Labs want two things: execute samples with as little resources as possible (efficiency) while making sure samples are executed without delay (planning adherence). However, efficiency and planning adherence are in a constant ‘battle’: focus on efficiency too much, and service levels decrease. Focus on planning adherence too much, and efficiency decreases.
Compare it with an everyday situation at home: I can wait to run the dishwasher until it’s filled (efficiency) but risk not having enough plates the next day. Or I can run the dishwasher every evening to make sure I always have plates (service level), but that’s not always the most efficient solution.
We need data!
So the question is: wait until the dishwasher is full (efficiency) or run it right now (service level)? The solution is relatively simple: we need to know how many plates we will need tomorrow and how many dishes are in the dishwasher. Based on this ‘data,’ you will decide what you need to do: wait or run it right now.
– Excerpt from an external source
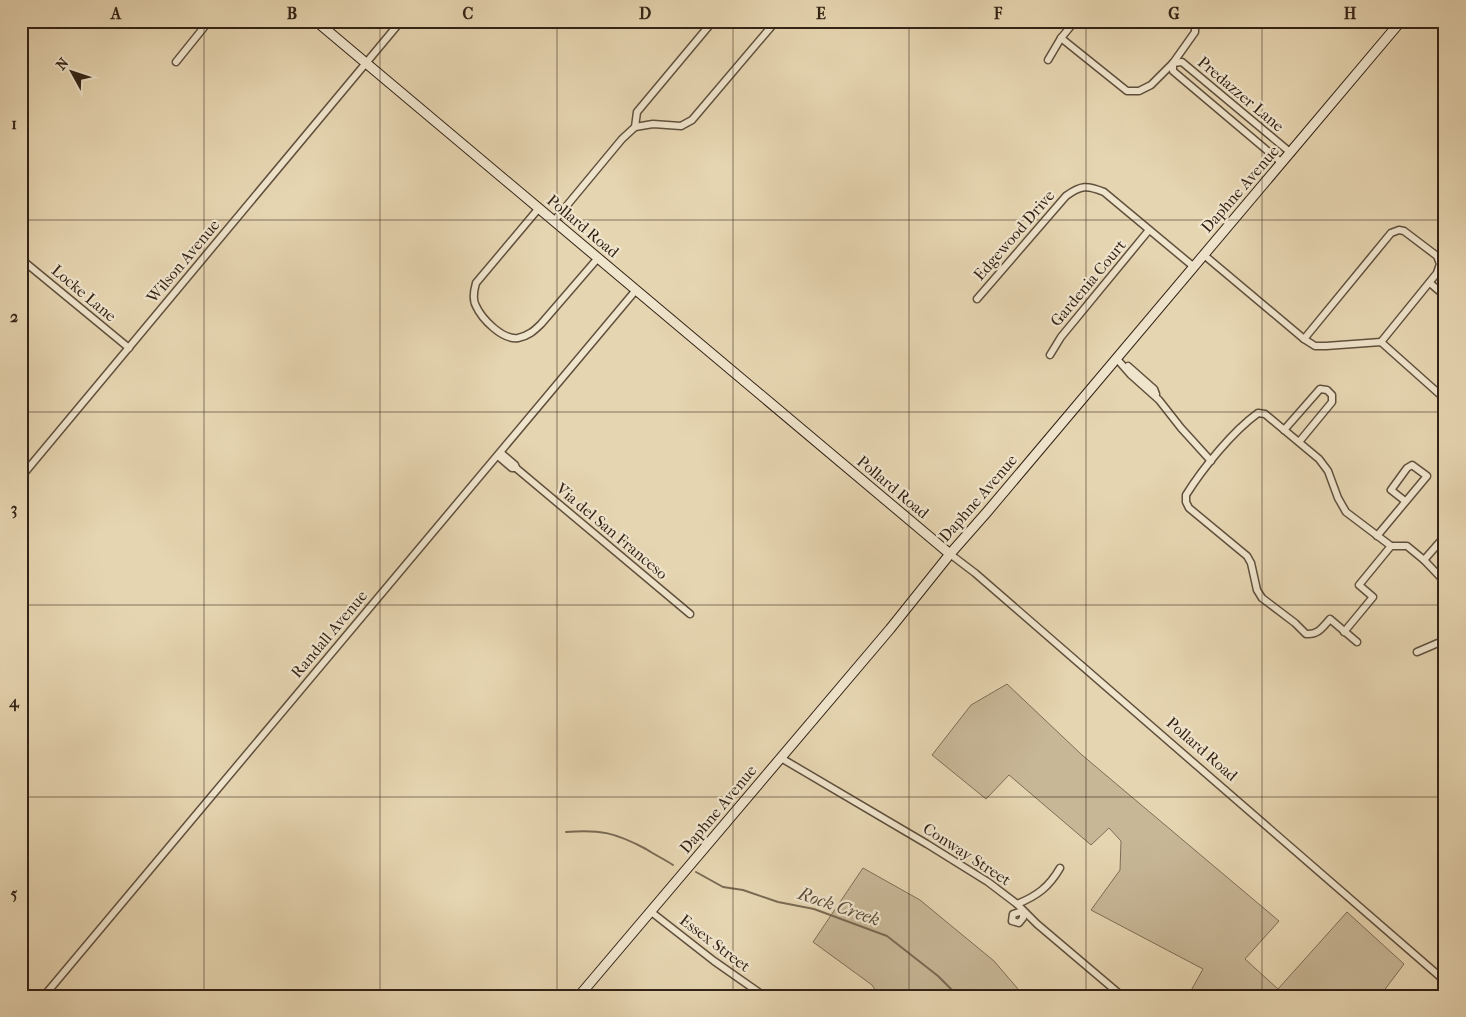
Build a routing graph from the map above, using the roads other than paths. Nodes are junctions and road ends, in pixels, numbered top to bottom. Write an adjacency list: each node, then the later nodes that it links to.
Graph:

In a QC lab, planners have to make a lot of these decisions every day. Do we run these samples right now, or do we group those samples with the ones coming in next week? If we campaign, do we have the right competencies and equipment available next week to ensure our service level (or are we creating a bottleneck)?
You could have guessed, similar to our dishwasher example, and you need ‘data’ to solve this equation. Forward-looking data to get an idea of what demand you can expect, data on the resources your organisation will have available to meet that demand, backward-looking data on expected lead times, average campaign size.
How to activate your data?
Having this data is one thing. Activating all this data, so it supports your decision making every day (also when your best planner is on holidays) is another. Especially in an environment with lots of data, from a lot of different sources, in a lot of different systems and excel sheets.
How do you make those different data sources communicate? How do you bring it all together in such a way that it creates visibility across your teams, departments, and projects? In short: how on earth do we leverage all this data to optimise the balance between efficiency & the service level of our lab?
We need centralised, structured data and automated processes!
You can’t unless you centralise all data in one, intelligent system that can automatically navigate and connect your data – Binocs for example. Based on those connections, Binocs automatically groups samples in campaigns. While doing that, it makes intelligent trade-offs between planning adherence & efficiency. You can configure that ‘intelligence’ by defining your campaign rules in Binocs. A few simple examples:
- If stability samples are nearing the max pull date, Binocs understands their priority should increase (triggering a campaign right now).
- If you have low priority samples, low priority project work for example, Binocs should prioritise efficiency: delay these samples and campaign them with the ones coming in next week.
- If you have a campaign with release samples, it should prioritise planning adherence. But instead of just running the campaign right now, let’s first determine whether this production batch will be on time anyway. It could be that there is another team that also needs to deliver specific tests for this production batch and that they are running late. If this is, in fact, the case, Binocs will suggest delaying the samples and run them in a more efficient campaign next week.
- Other rules can be integrated as well: different matrix means different campaign, perhaps you want multiple samples from the same production batch in various analysis campaigns.
In summary
Binocs’ strength is that it centralises all data in one singular system and offers out of the box lab planning: demand (short, mid and long-term), resources (teams, competences, equipment, availabilities, …), priorities, campaign rules, etc. all in one user-interface. This allows Binocs to intelligently and automatically support the:
- Increase in efficiency: automatic scheduling, an intelligent grouping of samples, optimise campaign fill rates, and minimise planning white space.
- Increase in planning adherence: set-up a scheduling process to confirm to supply chain exactly which lots will be released when: automatic prioritisation, run combination and manual priority overrides make this possible
- Optimisation of the balance between efficiency & planning adherence.